Plan view of bed shear stress at the entrance region
The entrance region is slightly skewed compared with the direction of the main sand trap. A divide wall is constructed at the middle of the entrance region, shown in black on the figures. Note the colour legends are distorted in the entrance figures:
Legend for the colours of the bed shear stress
Plan view of velocity close to the bed at the entrance region
Scale for the velocity in the entrance region
Three-dimensional view of the bed of the sand trap, with the entrance at the lower right corner of the image. The colours show the vertical level.
The figure shows the hopper-type bed level of the main sand trap. The entrance region has a flat bed. The figures below show the sand trap from the same angle.
A number of cross-sections are shown with filled colours, denoting the horizontal velocity. The grid of the bed is also given, in blue.
Enlargement of the entrance region of the image above
The pressurized part of the sand trap, between the roof and the free surface, is blocked out. It is shown with black in the figures above.

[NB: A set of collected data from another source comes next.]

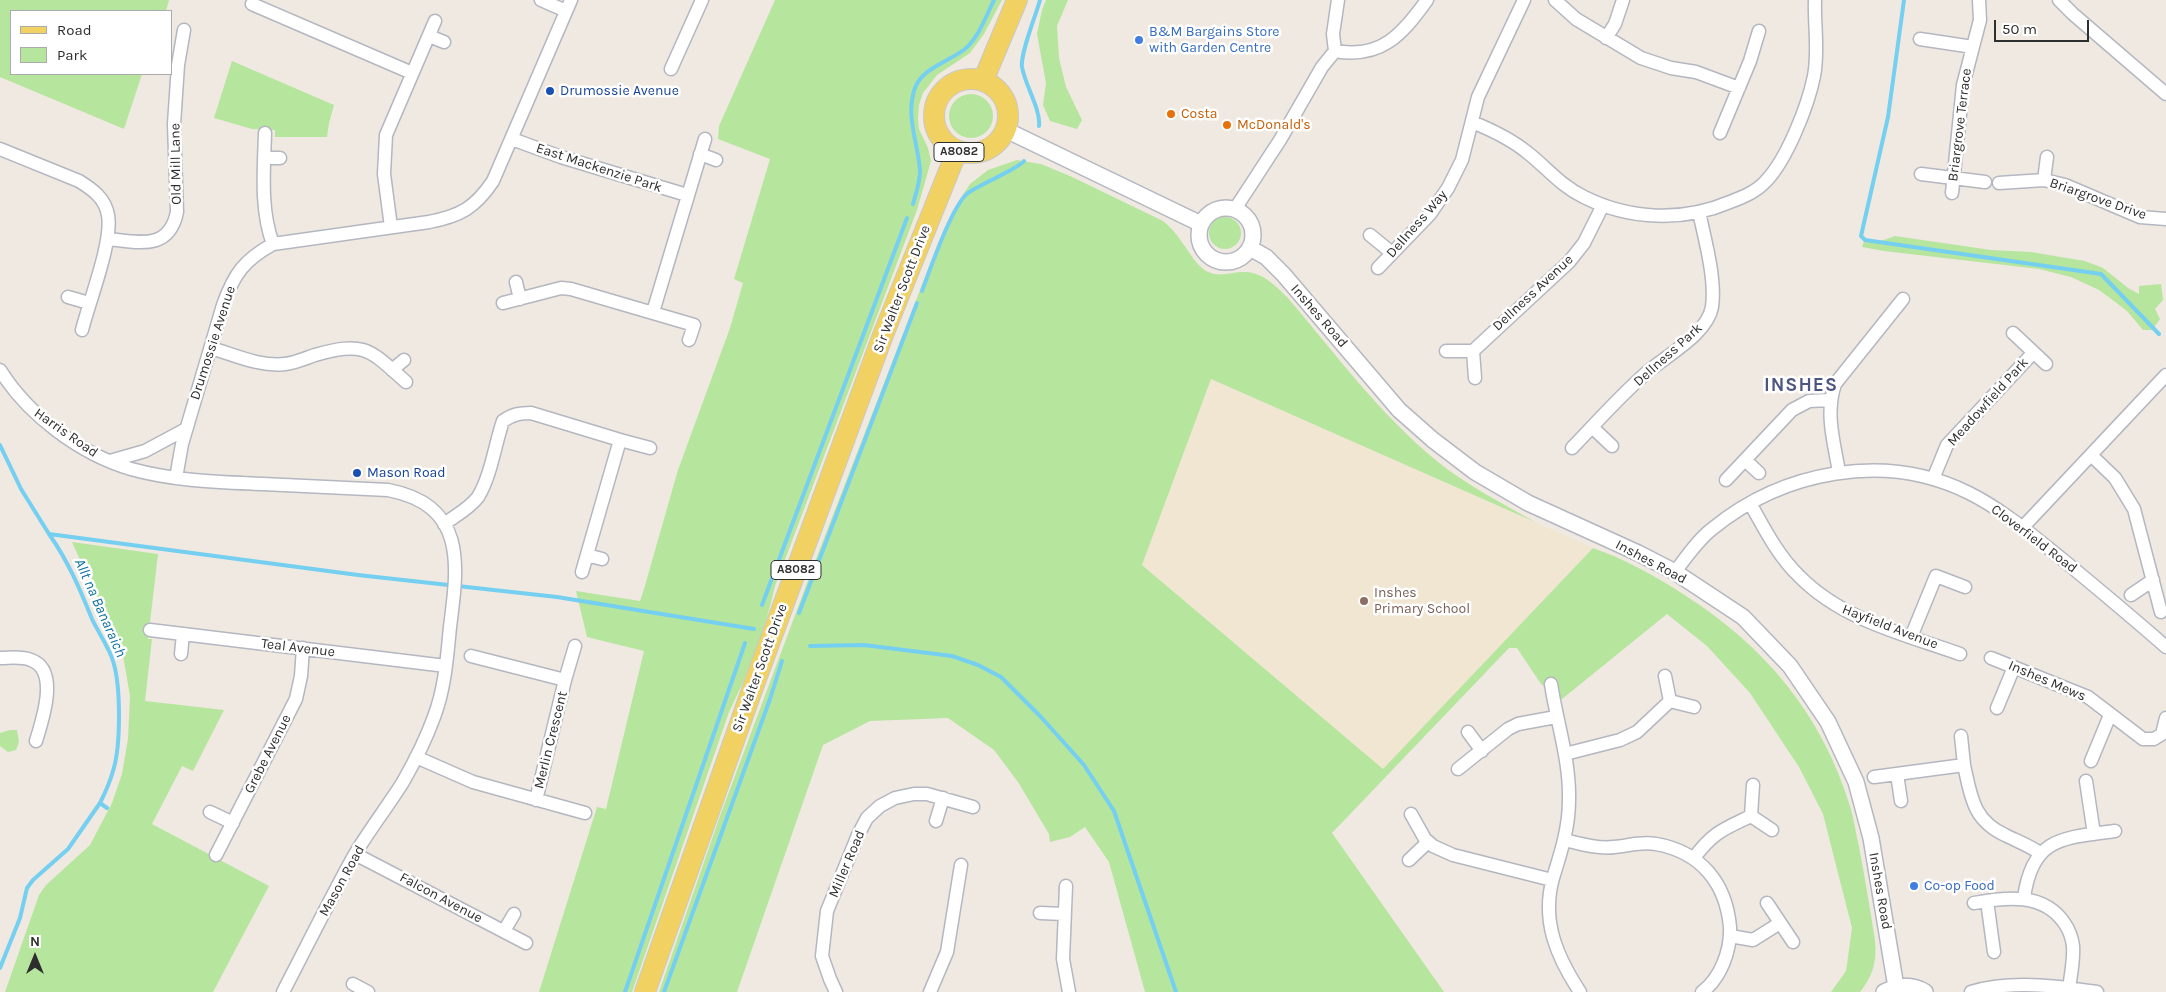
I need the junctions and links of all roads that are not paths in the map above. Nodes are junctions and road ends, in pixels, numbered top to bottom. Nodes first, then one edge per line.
1 (541, 0) edge
2 (702, 0) edge
3 (1017, 0) edge
4 (1338, 0) edge
5 (1427, 0) edge
6 (1524, 0) edge
7 (1555, 0) edge
8 (1623, 0) edge
9 (1815, 0) edge
10 (1979, 0) edge
11 (2059, 0) edge
12 (252, 4) dead end
13 (270, 6) edge
14 (569, 6) edge
15 (435, 21) dead end
16 (184, 30) dead end
17 (1759, 31) dead end
18 (429, 36) junction
19 (1606, 38) junction
20 (1920, 39) dead end
21 (444, 42) dead end
22 (1973, 47) junction
23 (666, 49) dead end
24 (1335, 51) junction
25 (678, 54) junction
26 (175, 65) edge
27 (671, 69) dead end
28 (412, 74) junction
29 (982, 81) junction
30 (1739, 88) junction
31 (2166, 94) edge
32 (1472, 122) junction
33 (1006, 130) junction
34 (265, 133) dead end
35 (1720, 133) dead end
36 (512, 139) junction
37 (705, 139) dead end
38 (0, 149) edge
39 (957, 151) junction
40 (700, 154) junction
41 (2047, 157) dead end
42 (265, 158) junction
43 (280, 158) dead end
44 (716, 160) dead end
45 (1922, 174) dead end
46 (1954, 178) junction
47 (2044, 180) junction
48 (1985, 182) dead end
49 (1999, 183) dead end
50 (1952, 193) dead end
51 (687, 195) junction
52 (1603, 206) junction
53 (1235, 210) junction
54 (1699, 212) junction
55 (2166, 220) edge
56 (1201, 224) junction
57 (390, 227) junction
58 (1370, 235) dead end
59 (108, 239) junction
60 (273, 244) junction
61 (1250, 248) junction
62 (1392, 253) junction
63 (1378, 268) dead end
64 (516, 282) dead end
65 (68, 297) dead end
66 (520, 299) junction
67 (1903, 299) dead end
68 (89, 303) junction
69 (503, 303) dead end
70 (653, 312) junction
71 (82, 330) dead end
72 (2014, 333) dead end
73 (689, 340) dead end
74 (211, 348) junction
75 (1446, 351) dead end
76 (1473, 351) junction
77 (2033, 353) junction
78 (404, 360) dead end
79 (2046, 364) dead end
80 (0, 370) edge
81 (392, 370) junction
82 (1475, 378) dead end
83 (2162, 380) edge
84 (406, 382) dead end
85 (2166, 396) edge
86 (1830, 400) junction
87 (1592, 427) junction
88 (186, 429) junction
89 (620, 440) junction
90 (1612, 446) dead end
91 (650, 448) dead end
92 (1572, 448) dead end
93 (2091, 455) junction
94 (1745, 460) junction
95 (109, 461) junction
96 (1839, 472) junction
97 (1760, 473) dead end
98 (176, 478) junction
99 (1933, 479) junction
100 (1726, 480) dead end
101 (1750, 503) junction
102 (444, 524) junction
103 (2022, 527) junction
104 (587, 555) junction
105 (602, 559) dead end
106 (582, 572) dead end
107 (1675, 572) junction
108 (2153, 580) junction
109 (1965, 587) dead end
110 (2131, 595) dead end
111 (2161, 612) dead end
112 (150, 630) dead end
113 (183, 634) junction
114 (1911, 636) junction
115 (575, 646) dead end
116 (2166, 647) edge
117 (303, 648) junction
118 (181, 654) dead end
119 (1960, 654) dead end
120 (471, 656) dead end
121 (0, 658) edge
122 (1990, 658) dead end
123 (446, 666) junction
124 (2014, 667) junction
125 (1664, 676) dead end
126 (566, 680) junction
127 (1551, 684) dead end
128 (1670, 700) junction
129 (1694, 708) dead end
130 (1997, 708) dead end
131 (2110, 716) junction
132 (1556, 717) junction
133 (2166, 718) edge
134 (1468, 732) dead end
135 (1961, 736) dead end
136 (36, 741) dead end
137 (1482, 751) junction
138 (1564, 754) junction
139 (416, 757) junction
140 (2091, 761) dead end
141 (1964, 765) junction
142 (1458, 769) dead end
143 (1897, 774) junction
144 (1874, 777) dead end
145 (2086, 781) dead end
146 (1753, 785) dead end
147 (943, 798) junction
148 (536, 800) junction
149 (1902, 801) dead end
150 (973, 807) dead end
151 (210, 812) dead end
152 (584, 813) dead end
153 (1411, 814) dead end
154 (1751, 816) junction
155 (936, 821) dead end
156 (233, 823) junction
157 (1772, 830) dead end
158 (2115, 831) dead end
159 (2094, 834) junction
160 (1565, 840) junction
161 (1428, 842) junction
162 (2040, 853) junction
163 (355, 854) junction
164 (216, 855) dead end
165 (1694, 858) junction
166 (1409, 860) dead end
167 (961, 865) dead end
168 (1552, 880) junction
169 (1066, 886) dead end
170 (2024, 898) junction
171 (1987, 901) junction
172 (1767, 903) dead end
173 (1974, 903) dead end
174 (1040, 913) dead end
175 (514, 914) dead end
176 (1064, 914) junction
177 (1780, 923) junction
178 (504, 932) junction
179 (1730, 936) junction
180 (1793, 942) dead end
181 (526, 943) dead end
182 (1994, 952) dead end
183 (353, 984) dead end
184 (2070, 988) junction
185 (1890, 989) edge
186 (1574, 990) edge
187 (284, 992) edge
188 (368, 992) edge
189 (645, 992) edge
190 (836, 992) edge
191 (930, 992) edge
192 (1069, 992) edge
193 (1702, 992) edge
194 (1925, 992) edge
195 (1971, 992) edge
196 (2097, 992) edge

1 - 14 street
2 - 25 street
3 - 29 main road
4 - 24 street
5 - 24 street
6 - 32 street, Dellness Way
7 - 19 street
8 - 19 street
9 - 54 street
10 - 22 street, Briargrove Terrace
11 - 31 street
12 - 13 street
13 - 28 street
14 - 36 street, Drumossie Avenue
15 - 18 street
16 - 26 street, Old Mill Lane
17 - 30 street
18 - 21 street
18 - 28 street
19 - 30 street
20 - 22 street
22 - 46 street, Briargrove Terrace
23 - 25 street
24 - 53 street
25 - 27 street
26 - 59 street, Old Mill Lane
28 - 57 street
29 - 33 main road
29 - 39 main road, A8082
30 - 35 street
32 - 52 street
32 - 62 street, Dellness Way
33 - 39 main road, A8082
33 - 56 street
34 - 42 street
36 - 51 street, East Mackenzie Park
36 - 57 street, Drumossie Avenue
37 - 40 street
38 - 59 street
39 - 189 main road, Sir Walter Scott Drive / A8082
40 - 44 street
40 - 51 street
41 - 47 street
42 - 43 street
42 - 60 street
45 - 46 street
46 - 48 street
46 - 50 street, Briargrove Terrace
47 - 49 street, Briargrove Drive
47 - 55 street, Briargrove Drive
51 - 70 street
52 - 54 street
52 - 76 street, Dellness Avenue
53 - 56 street
53 - 61 street
54 - 87 street, Dellness Park
56 - 61 street
57 - 60 street, Drumossie Avenue
58 - 62 street
59 - 68 street
60 - 74 street, Drumossie Avenue
61 - 107 street, Inshes Road
62 - 63 street, Dellness Way
64 - 66 street
65 - 68 street
66 - 69 street
66 - 70 street
67 - 86 street
68 - 71 street
70 - 73 street
72 - 77 street
74 - 81 street
74 - 88 street, Drumossie Avenue
75 - 76 street
76 - 82 street
77 - 79 street
77 - 99 street, Meadowfield Park
78 - 81 street
80 - 95 street, Harris Road
81 - 84 street
83 - 85 street
83 - 93 street
86 - 94 street
86 - 96 street
87 - 90 street
87 - 92 street, Dellness Park
88 - 95 street
88 - 98 street, Drumossie Avenue
89 - 91 street
89 - 102 street
89 - 104 street
93 - 103 street
93 - 108 street
94 - 97 street
94 - 100 street
95 - 98 street, Harris Road
96 - 99 street, Cloverfield Road
96 - 101 street, Cloverfield Road
98 - 102 street, Mason Road
99 - 103 street, Cloverfield Road
101 - 107 street, Cloverfield Road
101 - 114 street, Hayfield Avenue
102 - 123 street, Mason Road
103 - 116 street, Cloverfield Road
104 - 105 street
104 - 106 street
107 - 185 street, Inshes Road
108 - 110 street
108 - 111 street
109 - 114 street
112 - 113 street, Teal Avenue
113 - 117 street, Teal Avenue
113 - 118 street
114 - 119 street, Hayfield Avenue
115 - 126 street, Merlin Crescent
117 - 123 street, Teal Avenue
117 - 156 street, Grebe Avenue
120 - 126 street, Merlin Crescent
121 - 136 street
122 - 124 street, Inshes Mews
123 - 139 street, Mason Road
124 - 130 street
124 - 131 street, Inshes Mews
125 - 128 street
126 - 148 street, Merlin Crescent
127 - 132 street
128 - 129 street
128 - 138 street
131 - 133 street, Inshes Mews
131 - 140 street
132 - 137 street
132 - 138 street
134 - 137 street
135 - 141 street
137 - 142 street
138 - 160 street
139 - 148 street, Merlin Crescent
139 - 163 street, Mason Road
141 - 143 street
141 - 162 street
143 - 144 street
143 - 149 street
145 - 159 street
146 - 154 street
147 - 150 street, Miller Road
147 - 155 street
147 - 190 street, Miller Road
148 - 152 street, Merlin Crescent
151 - 156 street
153 - 161 street
154 - 157 street
154 - 165 street
156 - 164 street, Grebe Avenue
158 - 159 street
159 - 162 street
160 - 165 street
160 - 168 street
161 - 166 street
161 - 168 street
162 - 170 street
163 - 178 street, Falcon Avenue
163 - 187 street, Mason Road
165 - 179 street
167 - 191 street
168 - 186 street
169 - 176 street
170 - 171 street
170 - 184 street
171 - 173 street
171 - 182 street
172 - 177 street
174 - 176 street
175 - 178 street
176 - 192 street
177 - 179 street
177 - 180 street
178 - 181 street, Falcon Avenue
179 - 193 street
183 - 188 street
184 - 195 street
184 - 196 street
185 - 194 street, Inshes Road

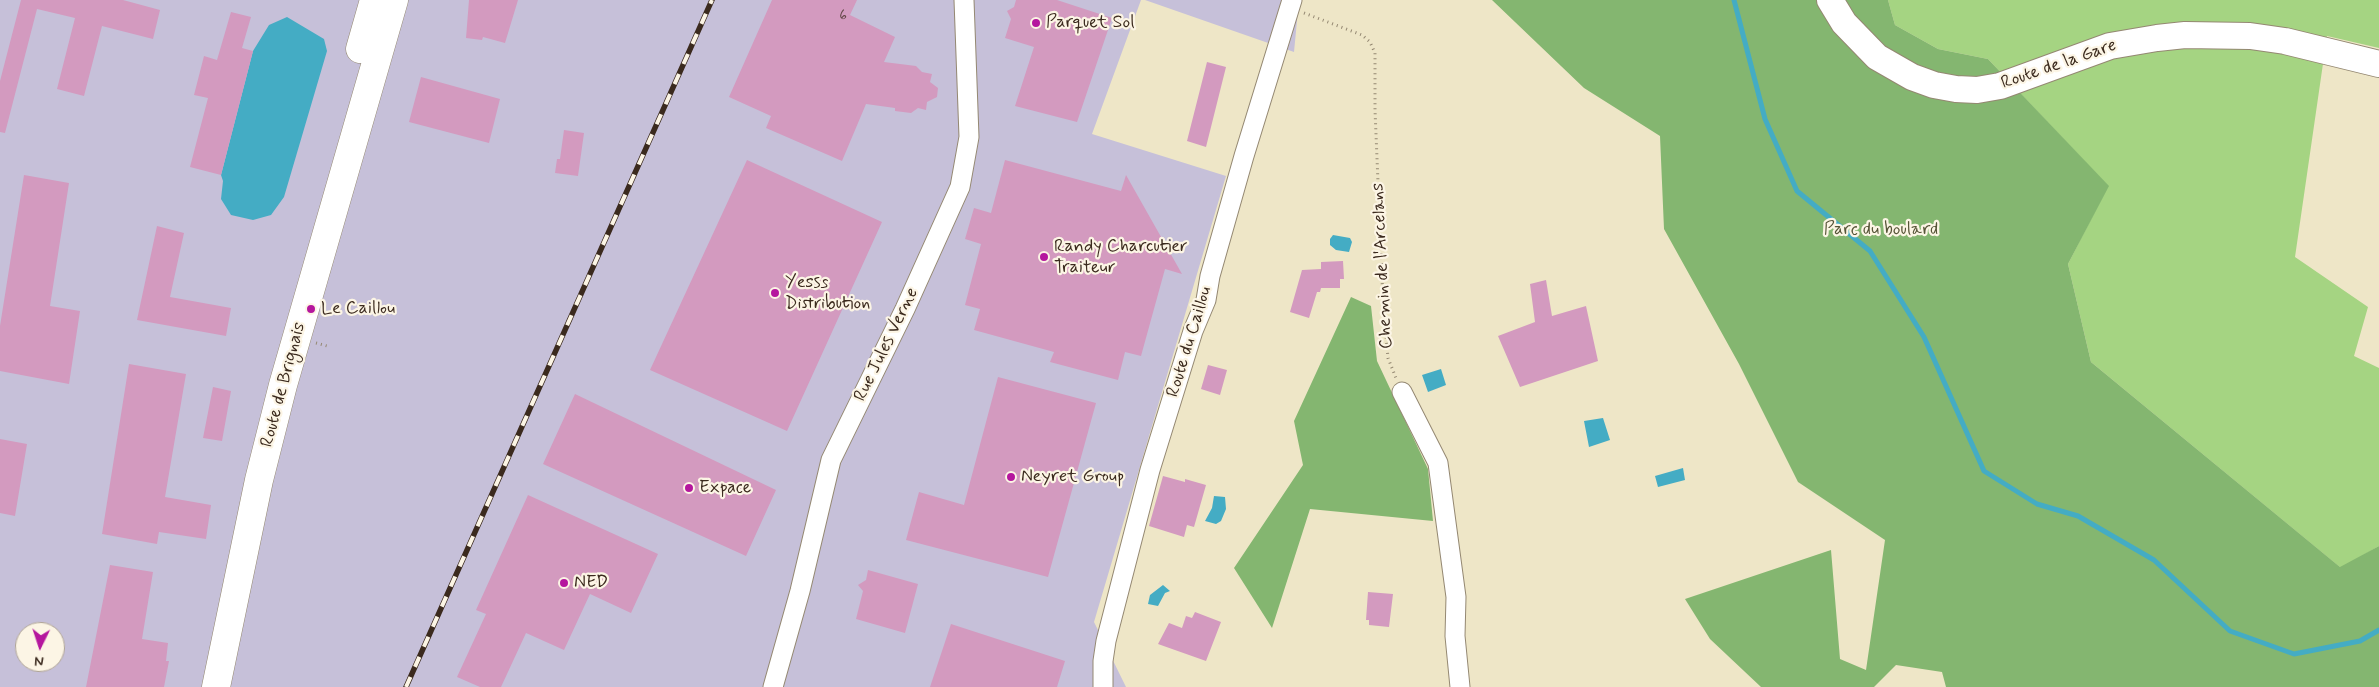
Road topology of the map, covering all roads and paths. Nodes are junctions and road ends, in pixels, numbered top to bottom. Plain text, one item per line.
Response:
1 (374, 0) edge
2 (394, 0) edge
3 (964, 0) edge
4 (1830, 0) edge
5 (1291, 3) edge
6 (2379, 64) edge
7 (1402, 392) joint
8 (198, 687) edge
9 (216, 687) edge
10 (773, 687) edge
11 (1103, 687) edge
12 (1460, 687) edge

1 - 8 main road, Route de Brignais
2 - 9 main road, Route de Brignais
3 - 10 street, Rue Jules Verne
4 - 6 main road, Route de la Gare
5 - 7 path, Chemin de l'Arcelans
5 - 11 street, Route du Caillou
7 - 12 street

The bed level grid is given in a 3D view, together with a longitudinal profile in the middle of the sand trap, slightly to the left of the divide wall. The longitudinal profile is filled with colour, denoting the horizontal velocity.
The region with both the pressurized and free surface is given below, in longitudinal profiles. A recirculation zone is present, just after the free surface section starts.
Longitudinal profile at the central part of the left basin. The colours show the horizontal velocity
Longitudinal profile at the central part of the left basin. The colours show the vertical velocity
Longitudinal profile close to the left side, where the colours show the horizontal velocity
Longitudinal profile close to the left side, where the colours show the vertical velocity
A number of cross-sections are given below, where the colours show the horizontal water velocity.
Cross-section no. 39
Cross-section 39 is inside the pressurized region. Note the recirculation zones at the bed corners.
Cross-section no. 39
Cross-section 39 is the second cross-section in the free surface region. The green colours close to the water surface shows the recirculation zone. There is also recirculation at the bed corners.
Cross-section no. 41
Cross-section no. 58
Cross-sections 41 and 58 shows relatively non-uniform flow in the entrance region.
Cross-section no. 61
Cross-section no. 83
Cross-section no. 61 and 83 are in the sand trap itself. There are 134 sections in the grid, so these sections are at the upstream part. A non-uniform profile is computed, with higher velocities at the left side (right in the figures, as they are seen upstream). This corresponds with measurements in the physical model.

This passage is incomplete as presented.